US4454449A - Protected electrodes for plasma panels

Info

Publication number: US4454449A
Application number: US06/394,005
Authority: US
Inventors: Stacy W. Hall
Original assignee: NCR Corp
Current assignee: NCR Voyix Corp
Priority date: 1980-06-30
Filing date: 1982-06-30
Publication date: 1984-06-12
Anticipated expiration: 2001-06-12

Abstract

A metal oxide coating is applied between the conductive base and the magnesium oxide dielectric of the input and/or erase electrode(s) in a plasma display device to prevent break-down of the dielectric.

Description

This is a continuation of application Ser. No.164,853 filed June 30, 1980, now abandoned.

BACKGROUND OF THE INVENTION

This invention relates to plasma display devices, and more particularly, to protected electrodes for such devices.
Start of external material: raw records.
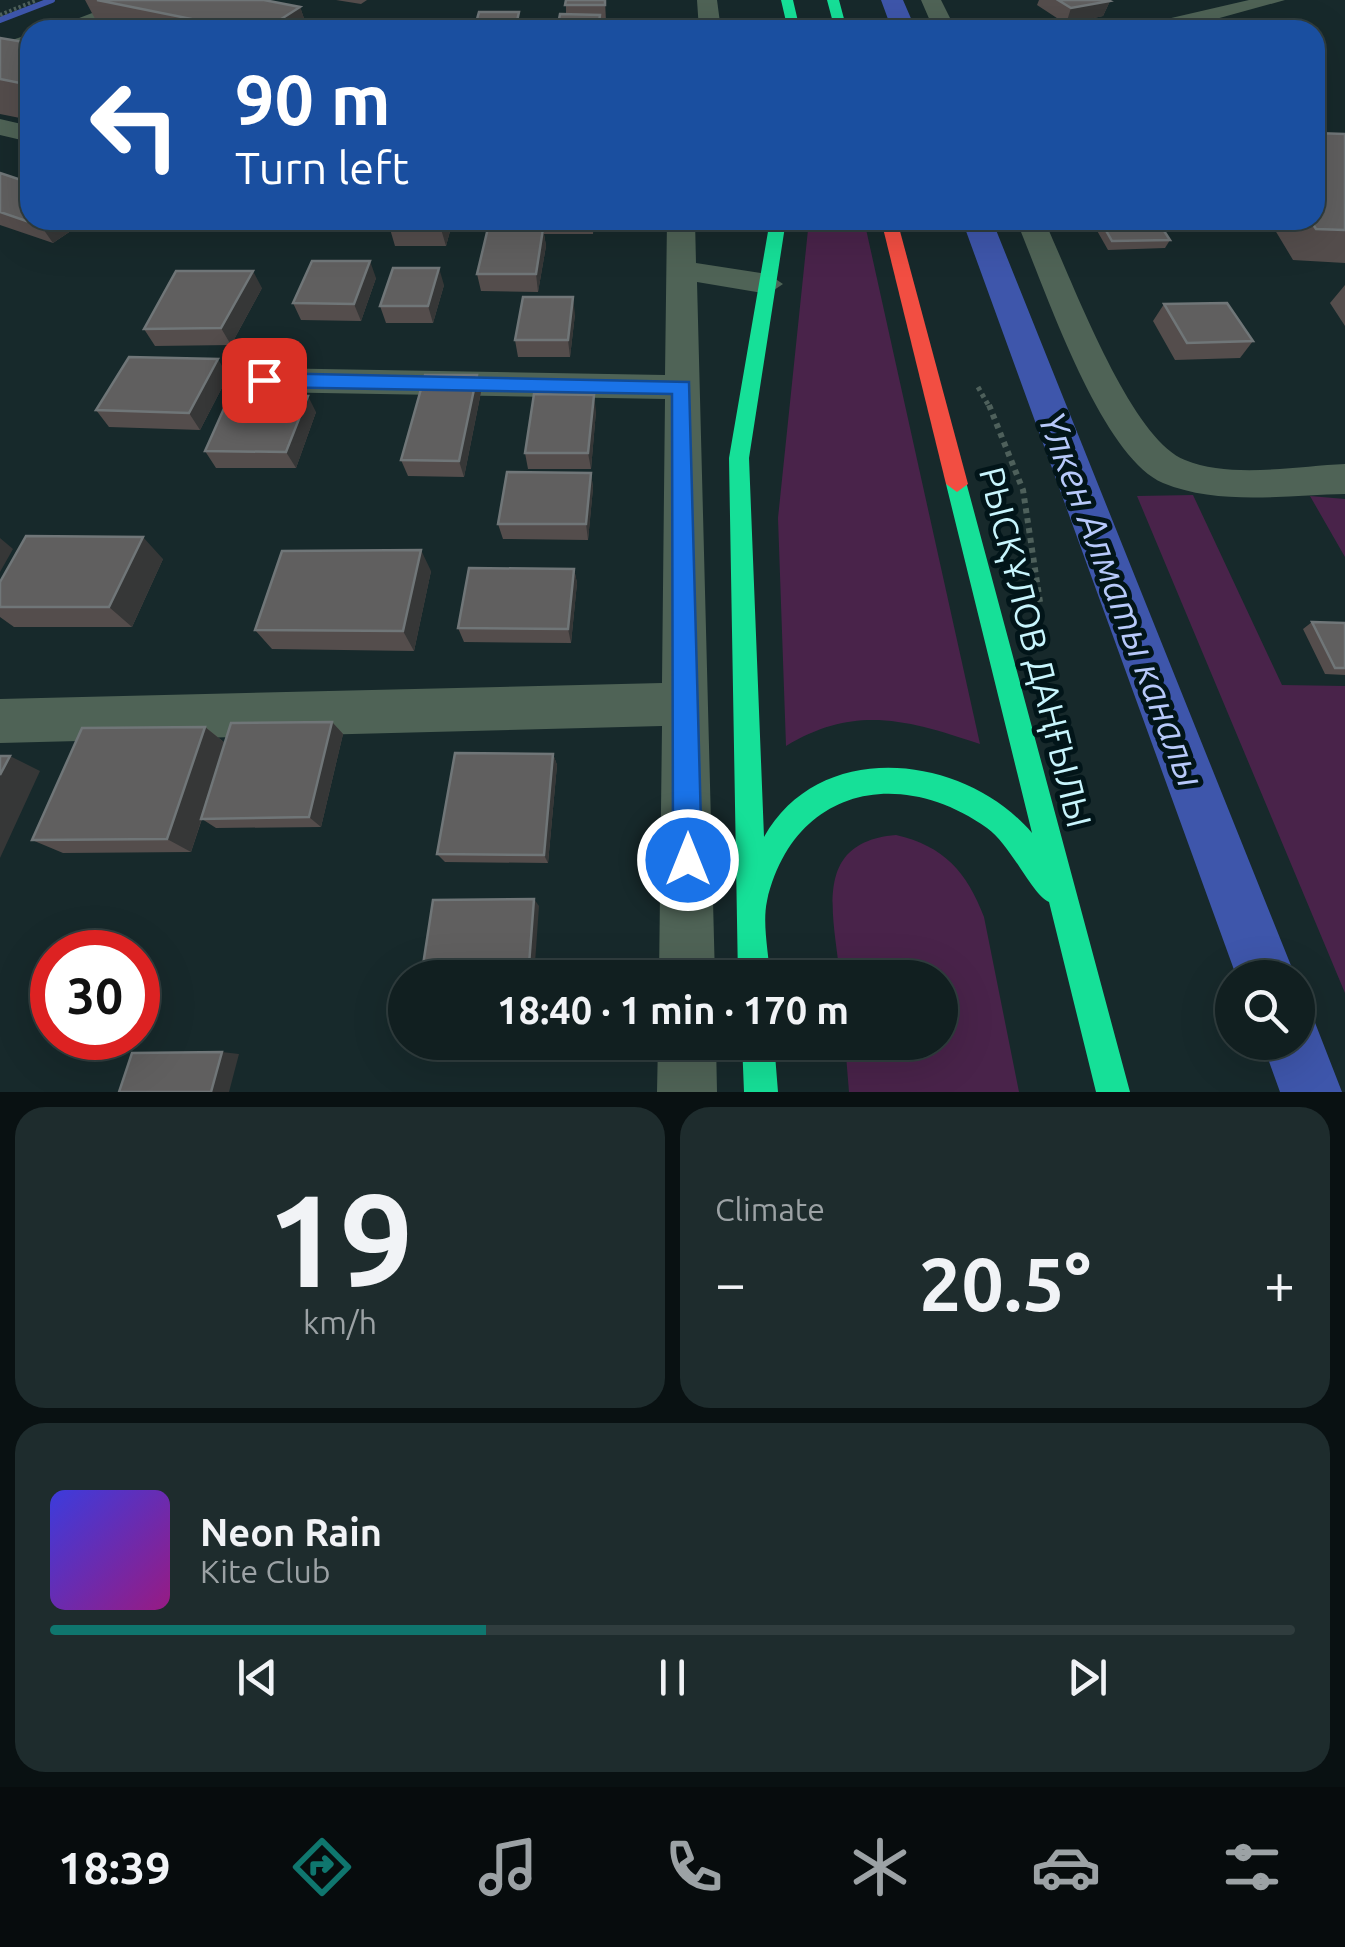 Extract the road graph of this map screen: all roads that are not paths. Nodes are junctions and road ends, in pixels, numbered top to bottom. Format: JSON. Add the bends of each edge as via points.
{"nodes":[{"id":1,"x":146,"y":0,"type":"edge"},
{"id":2,"x":1275,"y":0,"type":"edge"},
{"id":3,"x":88,"y":20,"type":"edge"},
{"id":4,"x":1191,"y":20,"type":"edge"},
{"id":5,"x":680,"y":230,"type":"edge"},
{"id":6,"x":776,"y":230,"type":"edge"},
{"id":7,"x":893,"y":230,"type":"edge"},
{"id":8,"x":1034,"y":230,"type":"edge"},
{"id":9,"x":678,"y":269,"type":"junction"},
{"id":10,"x":768,"y":284,"type":"junction"},
{"id":11,"x":264,"y":380,"type":"dead end"},
{"id":12,"x":682,"y":387,"type":"junction"},
{"id":13,"x":1345,"y":478,"type":"edge"},
{"id":14,"x":688,"y":704,"type":"junction"},
{"id":15,"x":0,"y":722,"type":"edge"},
{"id":16,"x":751,"y":931,"type":"junction"},
{"id":17,"x":1078,"y":950,"type":"junction"},
{"id":18,"x":688,"y":960,"type":"edge"},
{"id":19,"x":753,"y":960,"type":"edge"},
{"id":20,"x":687,"y":1060,"type":"edge"},
{"id":21,"x":759,"y":1060,"type":"edge"},
{"id":22,"x":687,"y":1092,"type":"edge"},
{"id":23,"x":760,"y":1092,"type":"edge"},
{"id":24,"x":1113,"y":1092,"type":"edge"}],
"edges":[{"from":1,"to":3,"type":"street"},
{"from":2,"to":4,"type":"street"},
{"from":5,"to":9,"type":"street"},
{"from":6,"to":10,"type":"main road"},
{"from":7,"to":17,"type":"main road","name":"РЫСҚҰЛОВ ДАҢҒЫЛЫ"},
{"from":8,"to":13,"type":"street","via":[[1112,403],[1159,464],[1196,478]]},
{"from":9,"to":10,"type":"street"},
{"from":9,"to":12,"type":"street"},
{"from":10,"to":16,"type":"main road","via":[[739,458]]},
{"from":11,"to":12,"type":"street"},
{"from":12,"to":14,"type":"street"},
{"from":14,"to":15,"type":"street"},
{"from":14,"to":18,"type":"street"},
{"from":16,"to":17,"type":"main road","via":[[756,888],[791,818],[841,787],[895,778],[930,783],[1001,821],[1036,860]]},
{"from":16,"to":19,"type":"main road"},
{"from":17,"to":24,"type":"main road","name":"РЫСҚҰЛОВ ДАҢҒЫЛЫ"},
{"from":20,"to":22,"type":"street"},
{"from":21,"to":23,"type":"main road"}]}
Plasma or gaseous discharge devices are exemplified in U.S. Pat. No. 3,775,764, issued Nov. 27, 1973, to Jai P. Gaur; and U.S. Pat. No. 3,781,600 issued Dec. 25, 1973, to William E. Coleman and Clarence W. Kessler, both of which are assigned to NCR Corporation, the assignee of the present invention. Both of these patents are incorporated by reference herein.

Gaseous discharge devices which utilize the tranfer of trapped charges resulting from the discharge are now well known. In the physical construction of a device using this principle, an ionizable gas is contained within an enclosure which has a plurality of dielectric-coated transfer electrodes arranged parallel but offset from one another on opposite side walls thereof. The transfer electrodes are capacitively coupled to the ionizable gas by their dielectric coating. Typically, information is entered into the device via an input electrode which does not have the capacitive-coupling dielectric coating and is, thus, direct-coupled to the ionizable gas. That is, the device is serially addressed by applying a voltage of predetermined magnitude between the direct-coupled input electrode and the first or nearest opposite dielectriccovered transfer electrodes. These two electrodes form the first cell within the device. By the proper application of a potential on the electrodes, the gas in the cells, formed by successive pairs of nearest adjacent, opposite electrodes, is discharged and electric charge trapped on the coated walls of the electrode is used to transfer this gaseous discharge throughout the length of the device. Typically, information is erased via an erase electrode directly-coupled to the ionizable gas.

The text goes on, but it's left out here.